* [Instructions for the task]
Copy every line of the data in which the word "edges" occurs.

::: Material shown

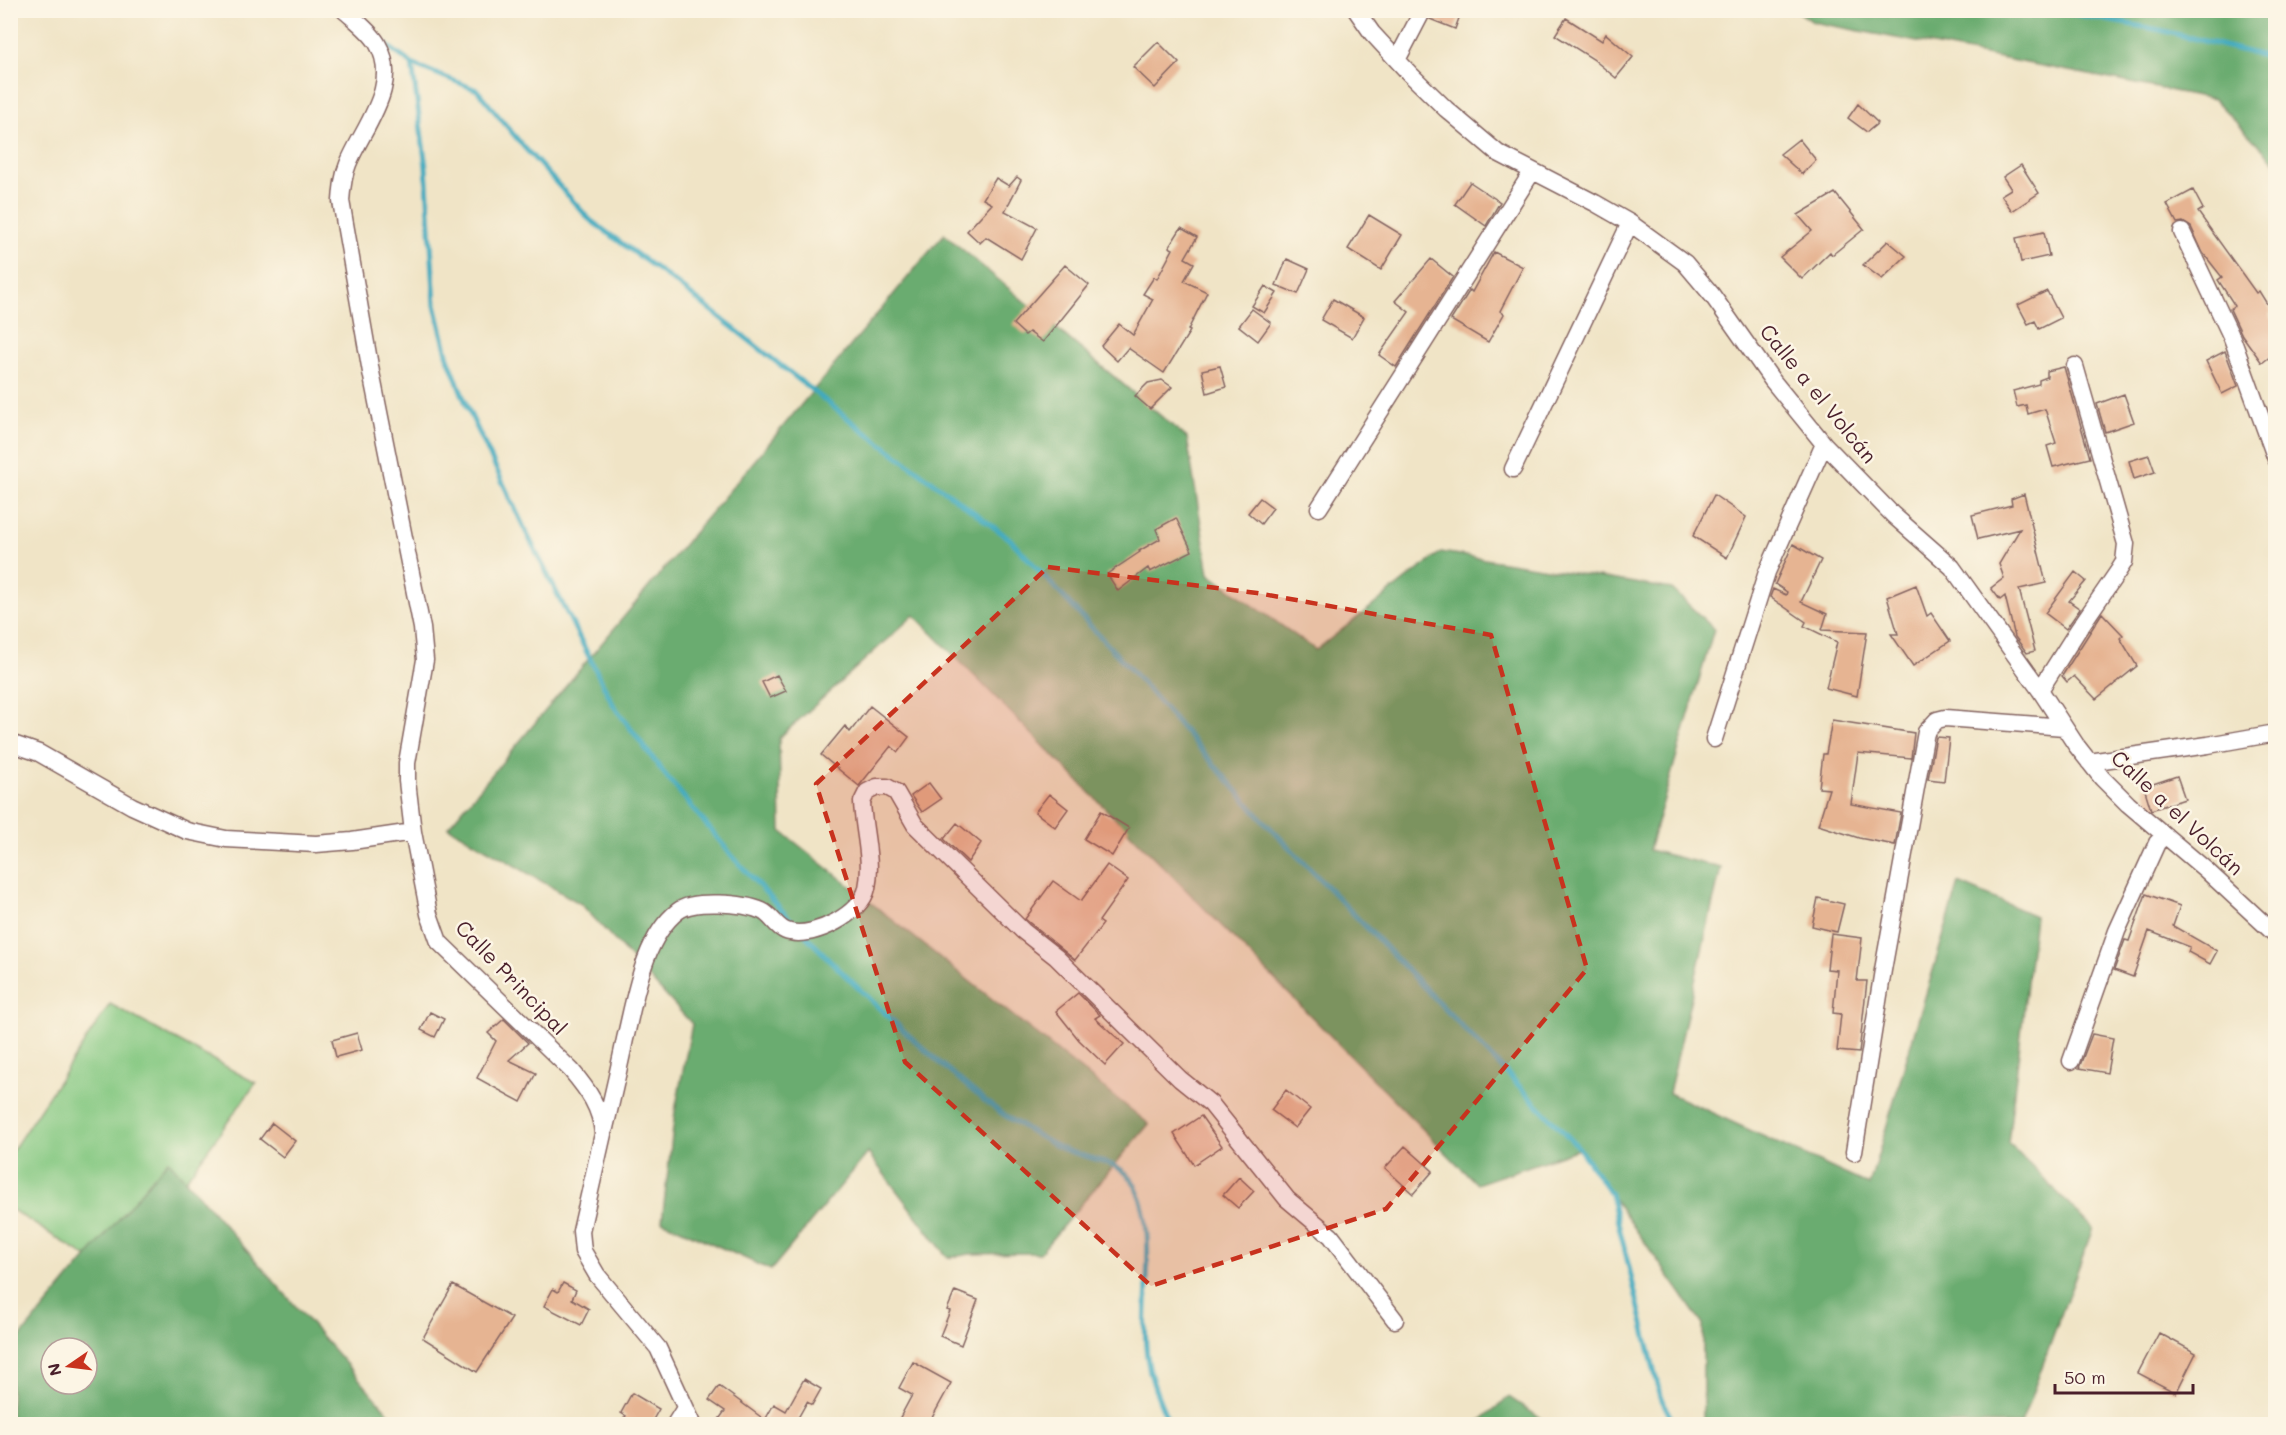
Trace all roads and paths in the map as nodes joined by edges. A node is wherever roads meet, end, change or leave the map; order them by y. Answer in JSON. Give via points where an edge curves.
{"nodes":[{"id":1,"x":344,"y":10,"type":"edge"},
{"id":2,"x":1356,"y":10,"type":"edge"},
{"id":3,"x":1424,"y":10,"type":"edge"},
{"id":4,"x":1397,"y":60,"type":"junction"},
{"id":5,"x":1532,"y":172,"type":"junction"},
{"id":6,"x":1630,"y":223,"type":"junction"},
{"id":7,"x":2182,"y":232,"type":"dead end"},
{"id":8,"x":2075,"y":366,"type":"dead end"},
{"id":9,"x":1824,"y":444,"type":"junction"},
{"id":10,"x":2276,"y":459,"type":"edge"},
{"id":11,"x":1513,"y":469,"type":"dead end"},
{"id":12,"x":1319,"y":508,"type":"dead end"},
{"id":13,"x":2040,"y":690,"type":"junction"},
{"id":14,"x":2064,"y":727,"type":"junction"},
{"id":15,"x":2276,"y":733,"type":"edge"},
{"id":16,"x":1714,"y":739,"type":"dead end"},
{"id":17,"x":10,"y":743,"type":"edge"},
{"id":18,"x":2089,"y":762,"type":"junction"},
{"id":19,"x":413,"y":832,"type":"junction"},
{"id":20,"x":2165,"y":835,"type":"junction"},
{"id":21,"x":2276,"y":935,"type":"edge"},
{"id":22,"x":2071,"y":1060,"type":"dead end"},
{"id":23,"x":603,"y":1134,"type":"junction"},
{"id":24,"x":1854,"y":1152,"type":"dead end"},
{"id":25,"x":1395,"y":1320,"type":"dead end"},
{"id":26,"x":686,"y":1408,"type":"junction"},
{"id":27,"x":675,"y":1425,"type":"edge"},
{"id":28,"x":693,"y":1425,"type":"edge"}],
"edges":[{"from":1,"to":19,"type":"street","name":"Calle Principal","via":[[377,42],[386,71],[379,104],[348,164],[341,201],[422,627],[423,679],[406,763]]},
{"from":2,"to":4,"type":"street","name":"Calle a el Volcán"},
{"from":3,"to":4,"type":"street"},
{"from":4,"to":5,"type":"street","name":"Calle a el Volcán","via":[[1490,147]]},
{"from":5,"to":6,"type":"street","name":"Calle a el Volcán"},
{"from":5,"to":12,"type":"street"},
{"from":6,"to":9,"type":"street","name":"Calle a el Volcán","via":[[1685,263]]},
{"from":6,"to":11,"type":"street"},
{"from":7,"to":10,"type":"street","via":[[2232,338]]},
{"from":8,"to":13,"type":"street","via":[[2126,553],[2119,570]]},
{"from":9,"to":13,"type":"street","name":"Calle a el Volcán","via":[[1893,515],[1952,567]]},
{"from":9,"to":16,"type":"street","via":[[1767,572]]},
{"from":13,"to":14,"type":"street","name":"Calle a el Volcán"},
{"from":14,"to":18,"type":"street","name":"Calle a el Volcán"},
{"from":14,"to":24,"type":"street","via":[[1945,718],[1926,732]]},
{"from":15,"to":18,"type":"street"},
{"from":17,"to":19,"type":"street","via":[[39,753],[132,806],[187,831],[226,839],[316,844]]},
{"from":18,"to":20,"type":"street","name":"Calle a el Volcán"},
{"from":19,"to":23,"type":"street","name":"Calle Principal","via":[[429,915],[439,942],[571,1070],[588,1090],[602,1119]]},
{"from":20,"to":21,"type":"street","name":"Calle a el Volcán"},
{"from":20,"to":22,"type":"street","via":[[2157,843],[2116,931]]},
{"from":23,"to":25,"type":"street","via":[[638,984],[651,947],[664,925],[685,906],[702,903],[761,910],[790,932],[823,928],[847,914],[862,900],[867,888],[861,802],[867,792],[887,787],[896,792],[915,825],[1023,931],[1056,957],[1180,1079],[1211,1104],[1287,1199],[1331,1236]]},
{"from":23,"to":26,"type":"street","name":"Calle Principal","via":[[581,1231],[583,1251],[597,1275],[658,1348]]},
{"from":26,"to":27,"type":"street"},
{"from":26,"to":28,"type":"street","name":"Calle Principal"}]}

::::::

* [Task output]
Trace all roads and paths in the map as nodes joined by edges. A node is wherever roads meet, end, change or leave the map; order them by y. Answer in JSON. Give via points where an edge curves.
"edges":[{"from":1,"to":19,"type":"street","name":"Calle Principal","via":[[377,42],[386,71],[379,104],[348,164],[341,201],[422,627],[423,679],[406,763]]},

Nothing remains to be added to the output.